Required work: Write the listing out again exactly as it stands, with no images.

Records for this exercise:
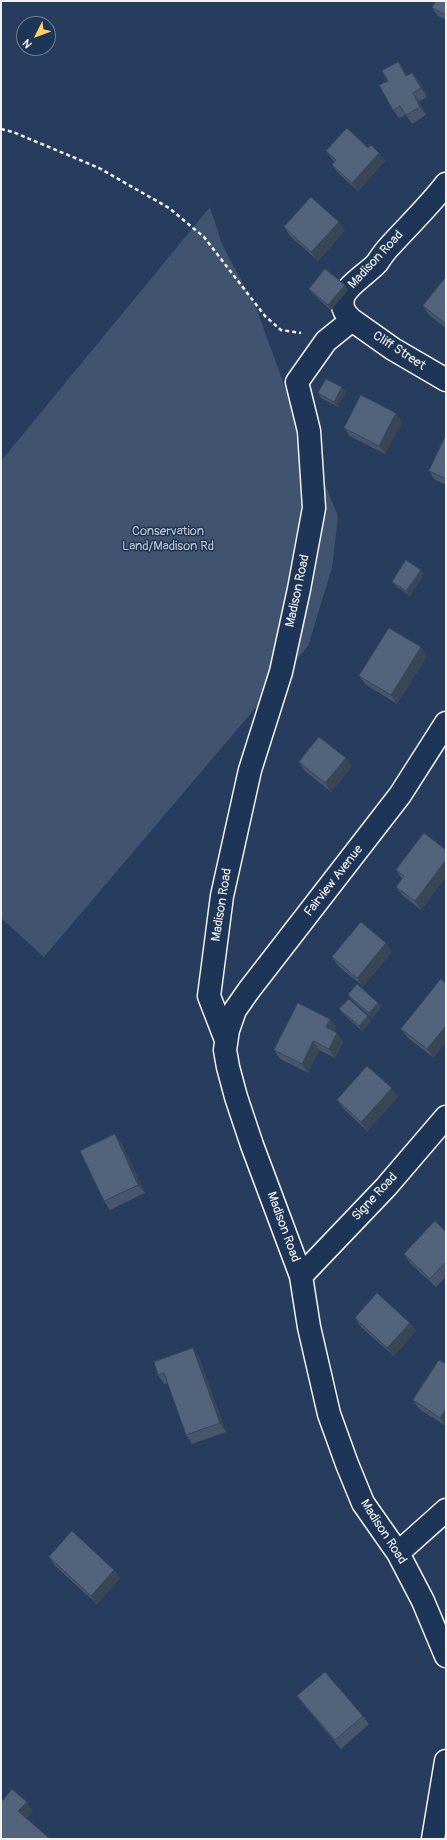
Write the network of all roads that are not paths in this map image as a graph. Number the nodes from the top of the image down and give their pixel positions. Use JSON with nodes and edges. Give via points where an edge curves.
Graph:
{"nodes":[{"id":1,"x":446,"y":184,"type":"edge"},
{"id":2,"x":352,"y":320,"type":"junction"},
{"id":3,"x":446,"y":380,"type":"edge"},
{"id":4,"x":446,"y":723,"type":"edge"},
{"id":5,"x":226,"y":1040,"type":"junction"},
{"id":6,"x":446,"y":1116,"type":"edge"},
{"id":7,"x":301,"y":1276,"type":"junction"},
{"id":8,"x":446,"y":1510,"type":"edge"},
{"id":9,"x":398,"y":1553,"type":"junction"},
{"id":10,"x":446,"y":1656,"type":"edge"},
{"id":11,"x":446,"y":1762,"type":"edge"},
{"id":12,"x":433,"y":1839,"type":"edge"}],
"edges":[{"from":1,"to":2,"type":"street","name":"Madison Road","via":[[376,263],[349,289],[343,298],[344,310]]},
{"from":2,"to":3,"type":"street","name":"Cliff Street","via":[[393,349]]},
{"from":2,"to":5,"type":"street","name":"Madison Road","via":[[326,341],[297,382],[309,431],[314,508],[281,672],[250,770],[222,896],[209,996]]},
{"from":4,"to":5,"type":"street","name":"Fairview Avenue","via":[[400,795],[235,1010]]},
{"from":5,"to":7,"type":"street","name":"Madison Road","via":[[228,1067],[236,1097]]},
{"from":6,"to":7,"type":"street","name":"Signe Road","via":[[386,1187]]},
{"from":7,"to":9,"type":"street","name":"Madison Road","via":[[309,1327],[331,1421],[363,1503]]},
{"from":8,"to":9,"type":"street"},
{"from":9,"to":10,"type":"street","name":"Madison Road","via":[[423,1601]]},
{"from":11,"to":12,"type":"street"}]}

Output of the task:
Write the network of all roads that are not paths in this map image as a graph. Number the nodes from the top of the image down and give their pixel positions. Use JSON with nodes and edges. Give via points where an edge curves.
Graph:
{"nodes":[{"id":1,"x":446,"y":184,"type":"edge"},
{"id":2,"x":352,"y":320,"type":"junction"},
{"id":3,"x":446,"y":380,"type":"edge"},
{"id":4,"x":446,"y":723,"type":"edge"},
{"id":5,"x":226,"y":1040,"type":"junction"},
{"id":6,"x":446,"y":1116,"type":"edge"},
{"id":7,"x":301,"y":1276,"type":"junction"},
{"id":8,"x":446,"y":1510,"type":"edge"},
{"id":9,"x":398,"y":1553,"type":"junction"},
{"id":10,"x":446,"y":1656,"type":"edge"},
{"id":11,"x":446,"y":1762,"type":"edge"},
{"id":12,"x":433,"y":1839,"type":"edge"}],
"edges":[{"from":1,"to":2,"type":"street","name":"Madison Road","via":[[376,263],[349,289],[343,298],[344,310]]},
{"from":2,"to":3,"type":"street","name":"Cliff Street","via":[[393,349]]},
{"from":2,"to":5,"type":"street","name":"Madison Road","via":[[326,341],[297,382],[309,431],[314,508],[281,672],[250,770],[222,896],[209,996]]},
{"from":4,"to":5,"type":"street","name":"Fairview Avenue","via":[[400,795],[235,1010]]},
{"from":5,"to":7,"type":"street","name":"Madison Road","via":[[228,1067],[236,1097]]},
{"from":6,"to":7,"type":"street","name":"Signe Road","via":[[386,1187]]},
{"from":7,"to":9,"type":"street","name":"Madison Road","via":[[309,1327],[331,1421],[363,1503]]},
{"from":8,"to":9,"type":"street"},
{"from":9,"to":10,"type":"street","name":"Madison Road","via":[[423,1601]]},
{"from":11,"to":12,"type":"street"}]}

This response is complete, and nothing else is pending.